Your goal = Repeat each line of the material below exactly as it appears, minus any pictures.
#### Records for processing
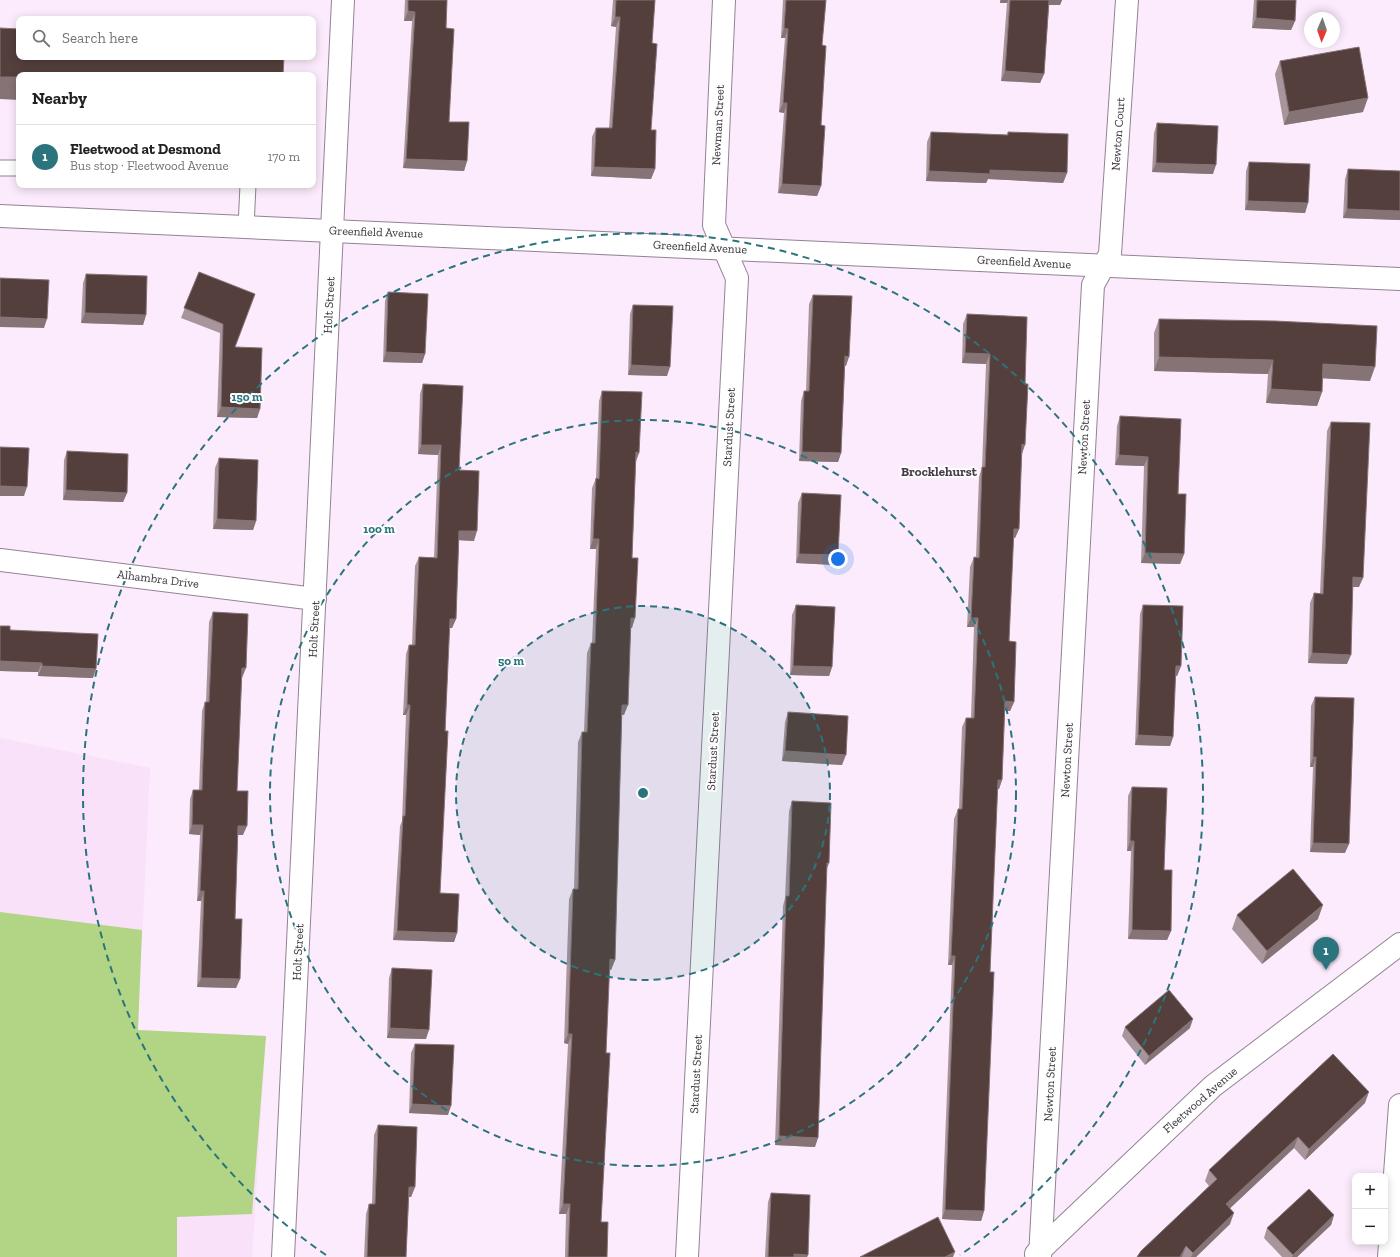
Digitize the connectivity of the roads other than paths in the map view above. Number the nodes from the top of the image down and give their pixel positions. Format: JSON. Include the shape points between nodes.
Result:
{"nodes":[{"id":1,"x":343,"y":0,"type":"edge"},
{"id":2,"x":724,"y":0,"type":"edge"},
{"id":3,"x":1127,"y":0,"type":"edge"},
{"id":4,"x":0,"y":168,"type":"edge"},
{"id":5,"x":16,"y":168,"type":"edge"},
{"id":6,"x":248,"y":188,"type":"edge"},
{"id":7,"x":0,"y":216,"type":"edge"},
{"id":8,"x":246,"y":227,"type":"junction"},
{"id":9,"x":332,"y":231,"type":"junction"},
{"id":10,"x":723,"y":248,"type":"junction"},
{"id":11,"x":1104,"y":266,"type":"junction"},
{"id":12,"x":1400,"y":279,"type":"edge"},
{"id":13,"x":0,"y":560,"type":"edge"},
{"id":14,"x":316,"y":599,"type":"junction"},
{"id":15,"x":1400,"y":944,"type":"edge"},
{"id":16,"x":1400,"y":1104,"type":"edge"},
{"id":17,"x":1038,"y":1254,"type":"edge"},
{"id":18,"x":283,"y":1257,"type":"edge"},
{"id":19,"x":687,"y":1257,"type":"edge"},
{"id":20,"x":1389,"y":1257,"type":"edge"}],
"edges":[{"from":1,"to":9,"type":"street","name":"Holt Street"},
{"from":2,"to":10,"type":"street","name":"Newman Street","via":[[714,225]]},
{"from":3,"to":11,"type":"street","name":"Newton Court","via":[[1110,254]]},
{"from":4,"to":5,"type":"lane"},
{"from":6,"to":8,"type":"lane"},
{"from":7,"to":8,"type":"street","name":"Greenfield Avenue"},
{"from":8,"to":9,"type":"street","name":"Greenfield Avenue"},
{"from":9,"to":10,"type":"street","name":"Greenfield Avenue"},
{"from":9,"to":14,"type":"street","name":"Holt Street"},
{"from":10,"to":11,"type":"street","name":"Greenfield Avenue"},
{"from":10,"to":19,"type":"street","name":"Stardust Street","via":[[737,278]]},
{"from":11,"to":12,"type":"street","name":"Greenfield Avenue"},
{"from":11,"to":17,"type":"street","name":"Newton Street","via":[[1092,285]]},
{"from":13,"to":14,"type":"street","name":"Alhambra Drive"},
{"from":14,"to":18,"type":"street","name":"Holt Street"},
{"from":15,"to":17,"type":"street","name":"Fleetwood Avenue","via":[[1212,1086]]},
{"from":16,"to":20,"type":"street"}]}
########
Solution for this problem =
Digitize the connectivity of the roads other than paths in the map view above. Number the nodes from the top of the image down and give their pixel positions. Format: JSON. Include the shape points between nodes.
Result:
{"nodes":[{"id":1,"x":343,"y":0,"type":"edge"},
{"id":2,"x":724,"y":0,"type":"edge"},
{"id":3,"x":1127,"y":0,"type":"edge"},
{"id":4,"x":0,"y":168,"type":"edge"},
{"id":5,"x":16,"y":168,"type":"edge"},
{"id":6,"x":248,"y":188,"type":"edge"},
{"id":7,"x":0,"y":216,"type":"edge"},
{"id":8,"x":246,"y":227,"type":"junction"},
{"id":9,"x":332,"y":231,"type":"junction"},
{"id":10,"x":723,"y":248,"type":"junction"},
{"id":11,"x":1104,"y":266,"type":"junction"},
{"id":12,"x":1400,"y":279,"type":"edge"},
{"id":13,"x":0,"y":560,"type":"edge"},
{"id":14,"x":316,"y":599,"type":"junction"},
{"id":15,"x":1400,"y":944,"type":"edge"},
{"id":16,"x":1400,"y":1104,"type":"edge"},
{"id":17,"x":1038,"y":1254,"type":"edge"},
{"id":18,"x":283,"y":1257,"type":"edge"},
{"id":19,"x":687,"y":1257,"type":"edge"},
{"id":20,"x":1389,"y":1257,"type":"edge"}],
"edges":[{"from":1,"to":9,"type":"street","name":"Holt Street"},
{"from":2,"to":10,"type":"street","name":"Newman Street","via":[[714,225]]},
{"from":3,"to":11,"type":"street","name":"Newton Court","via":[[1110,254]]},
{"from":4,"to":5,"type":"lane"},
{"from":6,"to":8,"type":"lane"},
{"from":7,"to":8,"type":"street","name":"Greenfield Avenue"},
{"from":8,"to":9,"type":"street","name":"Greenfield Avenue"},
{"from":9,"to":10,"type":"street","name":"Greenfield Avenue"},
{"from":9,"to":14,"type":"street","name":"Holt Street"},
{"from":10,"to":11,"type":"street","name":"Greenfield Avenue"},
{"from":10,"to":19,"type":"street","name":"Stardust Street","via":[[737,278]]},
{"from":11,"to":12,"type":"street","name":"Greenfield Avenue"},
{"from":11,"to":17,"type":"street","name":"Newton Street","via":[[1092,285]]},
{"from":13,"to":14,"type":"street","name":"Alhambra Drive"},
{"from":14,"to":18,"type":"street","name":"Holt Street"},
{"from":15,"to":17,"type":"street","name":"Fleetwood Avenue","via":[[1212,1086]]},
{"from":16,"to":20,"type":"street"}]}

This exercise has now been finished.